Give each other space
The university says it’s taking its responsibility in terms of its employees’ and students’ wellbeing. The smoking policy will be adjusted to prevent colleagues from experiencing nuisance, lunch at the UU is now (in principle) vegetarian, alcohol use is sometimes limited, travelling by public transportation highly encouraged, and there’s a programme to get employees to exercise more.
We presented UU president Anton Pijpers with the same question. He makes a distinction between the university as organisation and the opinion of people who work there. “We stand for a sustainable, diverse world, so you need to make that visible in your policies as well. That’s what we do. But we don’t have a policy for making people have a certain opinion, nor do we strive to do so. You want to be a free university, and give people the space to share their own opinions. That should be possible at a university. One thing I can say is that you should specify from which point of view you’re sharing that opinion. A scientist in the discipline of veterinary medicine can share his or her ideas about his discipline with a lot of expertise, but when he or she’s talking about a different subject, such as politics or religion, that should be done in a personal capacity, not as a UU scientist.”
The teacher’s sermon
The mails we received also included some from students who wondered to what degree teachers impose a certain world view on their students. Sometimes this is very obvious: ‘Everyone knows Trump is an idiot’. Sometimes, it’s subtler: ‘the lives of black women in our society are twice as hard’. Or ‘it’s the duty of our politicians to strive for equality for everyone in all aspects’.
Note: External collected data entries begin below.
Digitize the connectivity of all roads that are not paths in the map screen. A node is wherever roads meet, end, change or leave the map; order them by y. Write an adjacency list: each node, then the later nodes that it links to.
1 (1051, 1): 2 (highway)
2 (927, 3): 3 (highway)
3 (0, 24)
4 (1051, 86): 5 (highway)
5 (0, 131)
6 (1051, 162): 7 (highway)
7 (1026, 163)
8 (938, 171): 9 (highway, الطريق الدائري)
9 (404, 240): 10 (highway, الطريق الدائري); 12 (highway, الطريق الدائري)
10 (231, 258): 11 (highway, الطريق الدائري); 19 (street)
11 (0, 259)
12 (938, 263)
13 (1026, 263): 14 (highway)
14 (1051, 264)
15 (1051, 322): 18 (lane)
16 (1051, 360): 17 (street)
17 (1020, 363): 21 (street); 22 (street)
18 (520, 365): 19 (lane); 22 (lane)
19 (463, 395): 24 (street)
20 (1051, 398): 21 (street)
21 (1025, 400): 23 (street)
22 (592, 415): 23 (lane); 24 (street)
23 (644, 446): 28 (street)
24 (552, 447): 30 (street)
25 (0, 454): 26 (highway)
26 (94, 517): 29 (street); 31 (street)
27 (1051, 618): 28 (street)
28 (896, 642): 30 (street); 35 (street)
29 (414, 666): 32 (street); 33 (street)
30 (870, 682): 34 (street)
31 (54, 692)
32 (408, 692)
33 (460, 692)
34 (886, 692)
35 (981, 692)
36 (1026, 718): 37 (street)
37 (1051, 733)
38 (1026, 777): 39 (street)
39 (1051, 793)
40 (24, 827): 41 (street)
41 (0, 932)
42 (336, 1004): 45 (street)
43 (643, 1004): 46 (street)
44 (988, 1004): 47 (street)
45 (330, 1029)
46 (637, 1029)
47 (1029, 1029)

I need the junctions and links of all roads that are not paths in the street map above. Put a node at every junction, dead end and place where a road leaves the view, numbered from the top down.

It begs the question to what degree this is being patronising. Unless perhaps we talk about a teacher who tells his students that people who eat meat are actually murderers. How conscious are teachers of their own values and standards that they convey? Is this a bad thing? Or do students perhaps feel intimidated?
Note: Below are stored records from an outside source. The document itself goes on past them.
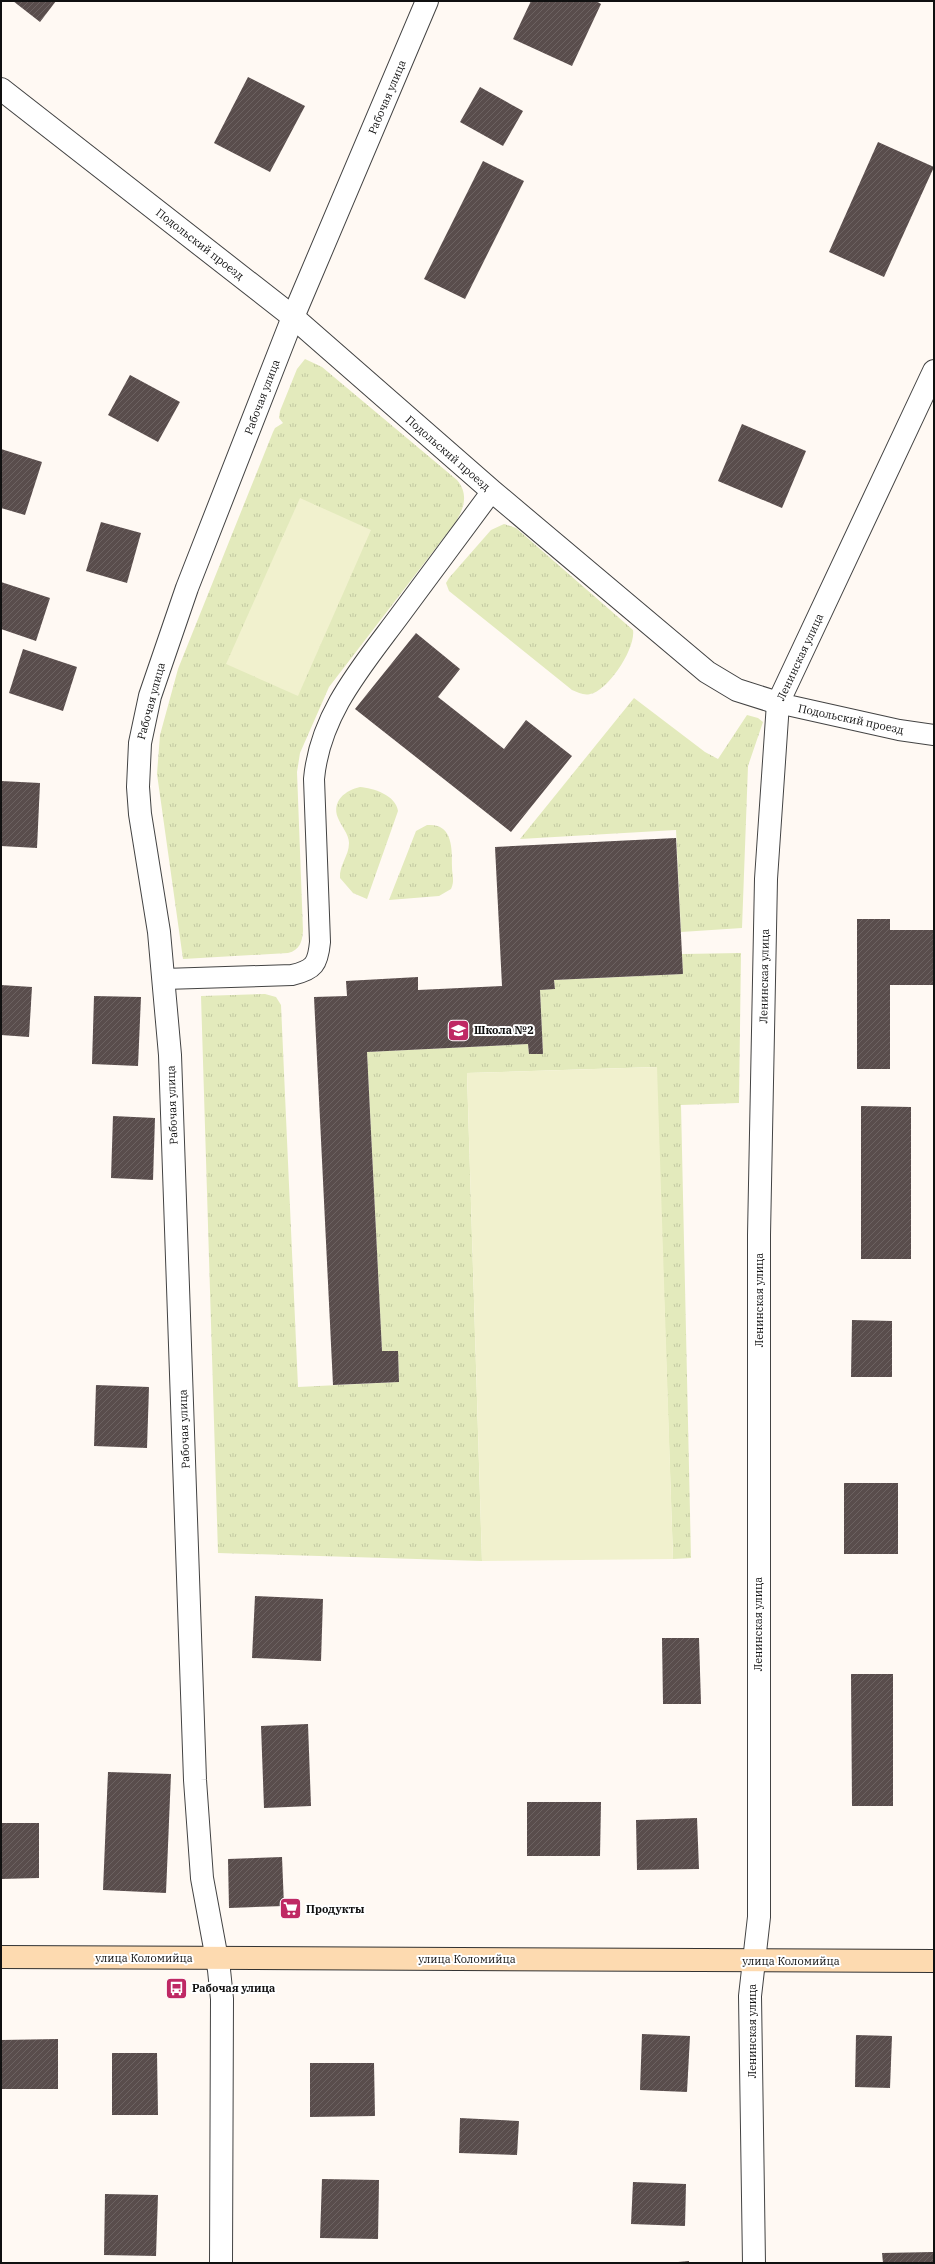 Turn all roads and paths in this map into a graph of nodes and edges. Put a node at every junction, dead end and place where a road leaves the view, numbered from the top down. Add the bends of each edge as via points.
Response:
1 (427, 1) edge
2 (1, 89) edge
3 (293, 317) junction
4 (934, 371) edge
5 (492, 491) junction
6 (778, 703) junction
7 (934, 735) edge
8 (164, 979) junction
9 (1, 1958) edge
10 (217, 1958) junction
11 (755, 1961) junction
12 (934, 1961) edge
13 (220, 2263) edge
14 (754, 2263) edge

1 - 3 street, Рабочая улица
2 - 3 street, Подольский проезд
3 - 5 street, Подольский проезд
3 - 8 street, Рабочая улица via 171,631 150,696 140,743 140,814
4 - 6 street, Ленинская улица
5 - 6 street, Подольский проезд via 707,672 737,690
5 - 8 lane via 348,685 327,727 314,779 320,942 316,961 311,968 292,975
6 - 7 lane, Подольский проезд via 899,730
6 - 11 street, Ленинская улица via 767,838 763,995 759,1243 759,1917
8 - 10 street, Рабочая улица via 171,1077 195,1780 202,1878
9 - 10 main road, улица Коломийца
10 - 11 main road, улица Коломийца
10 - 13 street, Рабочая улица via 222,1999
11 - 12 main road, улица Коломийца
11 - 14 street, Ленинская улица via 750,1996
Tummers sees these teachers as ‘preachers’. They impose their viewpoints on their students. He thinks it’s good when teachers show what they’ve discovered based on their empirical research. “They do need to substantiate that though.” But teachers like that should also be open to debates. What do other people feel, and why? But as teachers, you should also learn more about the why of other opinions. Why does Trump think the way he thinks? Empathise, and try to explain.”
Tummers says this is a possible solution to the debate at the university. The university has to be a sanctuary where you can think whatever you want. But you don’t just have to be open to your own opinion, you also have to understand other people’s opinions. Tummers himself lived in Berkeley for some time, and noticed the debate there was very polarised. Some Democrats, for instance, don’t even talk to Republicans anymore. That polarisation is much stronger than it is in the Netherlands. “That’s also because we look at many things in an individualistic way. We need to be open to each other more. Listen to the other, and try to understand why the other thinks that way.” He gives an example of a project from psychologist Madelijn Strick, which DUB has written about. “Many people live in this city and they all have their own ideas, ambitions, and we used a big meeting in TivoliVredenburg to show these differences, to make people understand each other’s opinions.”
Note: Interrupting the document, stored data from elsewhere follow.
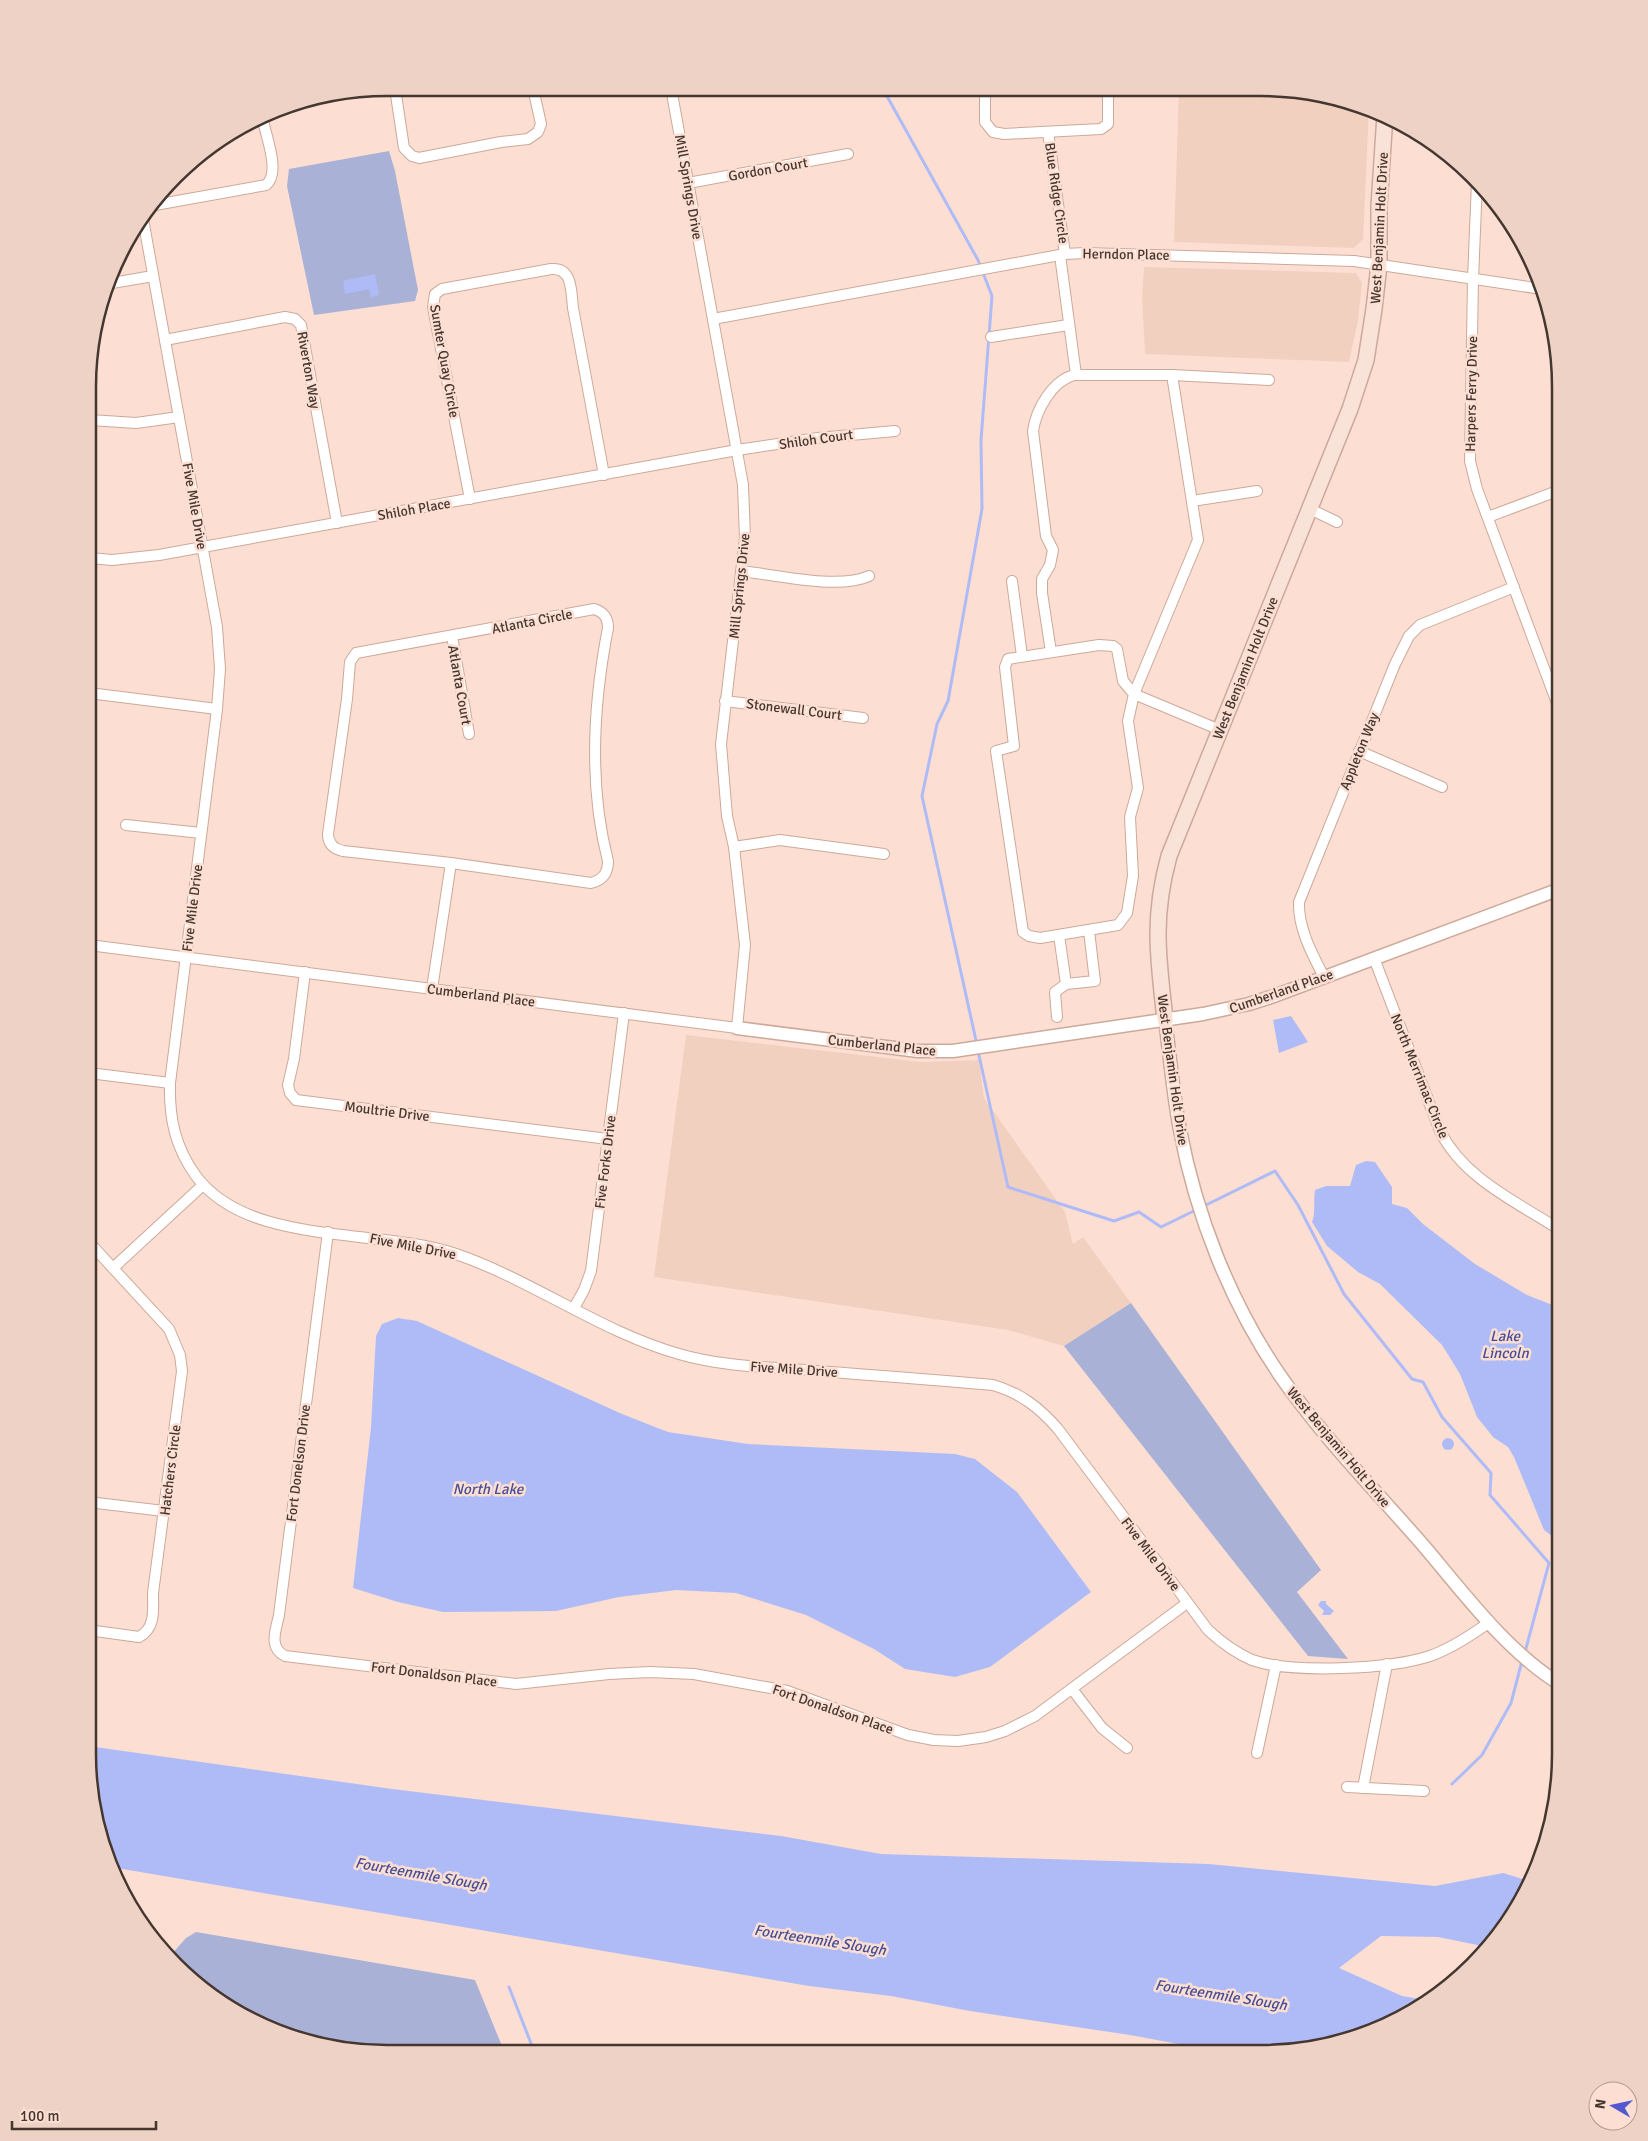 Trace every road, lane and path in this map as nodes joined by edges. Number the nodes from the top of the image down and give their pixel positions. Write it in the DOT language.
graph roads {
  1 [pos="396,96"];
  2 [pos="535,96"];
  3 [pos="672,96"];
  4 [pos="985,96"];
  5 [pos="1108,96"];
  6 [pos="264,124"];
  7 [pos="1384,124"];
  8 [pos="1048,132"];
  9 [pos="848,154"];
  10 [pos="688,183"];
  11 [pos="1477,192"];
  12 [pos="162,203"];
  13 [pos="144,227"];
  14 [pos="1063,255"];
  15 [pos="1379,265"];
  16 [pos="153,276"];
  17 [pos="1473,279"];
  18 [pos="116,282"];
  19 [pos="1534,288"];
  20 [pos="713,319"];
  21 [pos="1068,325"];
  22 [pos="991,337"];
  23 [pos="165,340"];
  24 [pos="1076,375"];
  25 [pos="1172,375"];
  26 [pos="1269,380"];
  27 [pos="179,417"];
  28 [pos="96,420"];
  29 [pos="895,431"];
  30 [pos="737,450"];
  31 [pos="604,475"];
  32 [pos="1257,492"];
  33 [pos="1552,493"];
  34 [pos="470,499"];
  35 [pos="1192,500"];
  36 [pos="1310,509"];
  37 [pos="1488,517"];
  38 [pos="1337,522"];
  39 [pos="336,523"];
  40 [pos="203,548"];
  41 [pos="96,559"];
  42 [pos="742,571"];
  43 [pos="869,576"];
  44 [pos="1012,581"];
  45 [pos="1514,587"];
  46 [pos="452,636"];
  47 [pos="1051,652"];
  48 [pos="1022,656"];
  49 [pos="1552,689"];
  50 [pos="96,694"];
  51 [pos="1134,694"];
  52 [pos="725,701"];
  53 [pos="217,709"];
  54 [pos="862,718"];
  55 [pos="1220,730"];
  56 [pos="469,734"];
  57 [pos="1359,751"];
  58 [pos="1442,787"];
  59 [pos="126,825"];
  60 [pos="201,833"];
  61 [pos="734,847"];
  62 [pos="884,854"];
  63 [pos="451,863"];
  64 [pos="1552,892"];
  65 [pos="1089,931"];
  66 [pos="1059,935"];
  67 [pos="96,946"];
  68 [pos="185,957"];
  69 [pos="1374,958"];
  70 [pos="305,972"];
  71 [pos="1324,977"];
  72 [pos="1066,984"];
  73 [pos="432,989"];
  74 [pos="624,1014"];
  75 [pos="1057,1017"];
  76 [pos="1165,1020"];
  77 [pos="737,1028"];
  78 [pos="96,1074"];
  79 [pos="170,1083"];
  80 [pos="608,1139"];
  81 [pos="203,1185"];
  82 [pos="1552,1225"];
  83 [pos="328,1232"];
  84 [pos="96,1250"];
  85 [pos="113,1268"];
  86 [pos="574,1308"];
  87 [pos="96,1503"];
  88 [pos="164,1511"];
  89 [pos="1187,1603"];
  90 [pos="1490,1622"];
  91 [pos="96,1631"];
  92 [pos="319,1660"];
  93 [pos="1387,1664"];
  94 [pos="1276,1665"];
  95 [pos="1552,1678"];
  96 [pos="1072,1689"];
  97 [pos="1127,1748"];
  98 [pos="1257,1753"];
  99 [pos="1347,1787"];
  100 [pos="1363,1788"];
  101 [pos="1424,1791"];
  1 -- 2 [label="street"];
  3 -- 10 [label="street, Mill Springs Drive"];
  4 -- 8 [label="street, Blue Ridge Circle"];
  5 -- 8 [label="street, Blue Ridge Circle"];
  6 -- 12 [label="street"];
  7 -- 15 [label="main road, West Benjamin Holt Drive"];
  8 -- 14 [label="street, Blue Ridge Circle"];
  9 -- 10 [label="street, Gordon Court"];
  10 -- 20 [label="street, Mill Springs Drive"];
  11 -- 17 [label="street, Harpers Ferry Drive"];
  13 -- 16 [label="street, Five Mile Drive"];
  14 -- 15 [label="street, Herndon Place"];
  14 -- 20 [label="street, Herndon Place"];
  14 -- 21 [label="street, Blue Ridge Circle"];
  15 -- 17 [label="street, Herndon Place"];
  15 -- 36 [label="main road, West Benjamin Holt Drive"];
  16 -- 18 [label="street"];
  16 -- 23 [label="street, Five Mile Drive"];
  17 -- 19 [label="street, Herndon Place"];
  17 -- 37 [label="street, Harpers Ferry Drive"];
  20 -- 30 [label="street, Mill Springs Drive"];
  21 -- 22 [label="street"];
  21 -- 24 [label="street, Blue Ridge Circle"];
  23 -- 27 [label="street, Five Mile Drive"];
  23 -- 39 [label="street, Riverton Way"];
  24 -- 25 [label="street"];
  24 -- 47 [label="street"];
  25 -- 26 [label="street"];
  25 -- 35 [label="street"];
  27 -- 28 [label="street"];
  27 -- 40 [label="street, Five Mile Drive"];
  29 -- 30 [label="street, Shiloh Court"];
  30 -- 31 [label="street, Shiloh Place"];
  30 -- 42 [label="street, Mill Springs Drive"];
  31 -- 34 [label="street, Shiloh Place"];
  31 -- 34 [label="street, Sumter Quay Circle"];
  32 -- 35 [label="street"];
  33 -- 37 [label="street"];
  34 -- 39 [label="street, Shiloh Place"];
  35 -- 51 [label="street"];
  36 -- 38 [label="street"];
  36 -- 55 [label="main road, West Benjamin Holt Drive"];
  37 -- 45 [label="street, Harpers Ferry Drive"];
  39 -- 40 [label="street, Shiloh Place"];
  40 -- 41 [label="street, Shiloh Place"];
  40 -- 53 [label="street, Five Mile Drive"];
  42 -- 43 [label="street"];
  42 -- 52 [label="street, Mill Springs Drive"];
  44 -- 48 [label="street"];
  45 -- 49 [label="street, Harpers Ferry Drive"];
  45 -- 57 [label="street, Appleton Way"];
  46 -- 56 [label="street, Atlanta Court"];
  46 -- 63 [label="street, Atlanta Circle"];
  46 -- 63 [label="street, Atlanta Circle"];
  47 -- 48 [label="street"];
  47 -- 51 [label="street"];
  48 -- 66 [label="street"];
  50 -- 53 [label="street"];
  51 -- 55 [label="street"];
  51 -- 65 [label="street"];
  52 -- 54 [label="street, Stonewall Court"];
  52 -- 61 [label="street, Mill Springs Drive"];
  53 -- 60 [label="street, Five Mile Drive"];
  55 -- 76 [label="main road, West Benjamin Holt Drive"];
  57 -- 58 [label="street"];
  57 -- 71 [label="street, Appleton Way"];
  59 -- 60 [label="street"];
  60 -- 68 [label="street, Five Mile Drive"];
  61 -- 62 [label="street"];
  61 -- 77 [label="street, Mill Springs Drive"];
  63 -- 73 [label="street"];
  64 -- 69 [label="street, Cumberland Place"];
  65 -- 66 [label="street"];
  65 -- 72 [label="street"];
  66 -- 72 [label="street"];
  67 -- 68 [label="street, Cumberland Place"];
  68 -- 70 [label="street, Cumberland Place"];
  68 -- 79 [label="street, Five Mile Drive"];
  69 -- 71 [label="street, Cumberland Place"];
  69 -- 82 [label="street, North Merrimac Circle"];
  70 -- 73 [label="street, Cumberland Place"];
  70 -- 80 [label="street, Moultrie Drive"];
  71 -- 76 [label="street, Cumberland Place"];
  72 -- 75 [label="street"];
  73 -- 74 [label="street, Cumberland Place"];
  74 -- 77 [label="street, Cumberland Place"];
  74 -- 80 [label="street, Five Forks Drive"];
  76 -- 77 [label="street, Cumberland Place"];
  76 -- 90 [label="street, West Benjamin Holt Drive"];
  78 -- 79 [label="street"];
  79 -- 81 [label="street, Five Mile Drive"];
  80 -- 86 [label="street, Five Forks Drive"];
  81 -- 83 [label="street, Five Mile Drive"];
  81 -- 85 [label="street"];
  83 -- 86 [label="street, Five Mile Drive"];
  83 -- 92 [label="street, Fort Donelson Drive"];
  84 -- 85 [label="street, Hatchers Circle"];
  85 -- 88 [label="street, Hatchers Circle"];
  86 -- 89 [label="street, Five Mile Drive"];
  87 -- 88 [label="street"];
  88 -- 91 [label="street, Hatchers Circle"];
  89 -- 94 [label="street, Five Mile Drive"];
  89 -- 96 [label="street, Fort Donaldson Place"];
  90 -- 93 [label="street, Five Mile Drive"];
  90 -- 95 [label="street, West Benjamin Holt Drive"];
  92 -- 96 [label="street, Fort Donaldson Place"];
  93 -- 94 [label="street, Five Mile Drive"];
  93 -- 100 [label="street"];
  94 -- 98 [label="street"];
  96 -- 97 [label="street"];
  99 -- 100 [label="street"];
  100 -- 101 [label="street"];
}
Tummers says that doesn’t mean it’s one-way traffic. “Why do people want you to stop flying? Is it about the future generations? What are the arguments? But the other way around, opponents of flying should also be open to the opinions of people who do wish to travel by plane. Why are they making that choice? You don’t always have to agree, but you can live alongside each other with respect for each other’s deliberations.”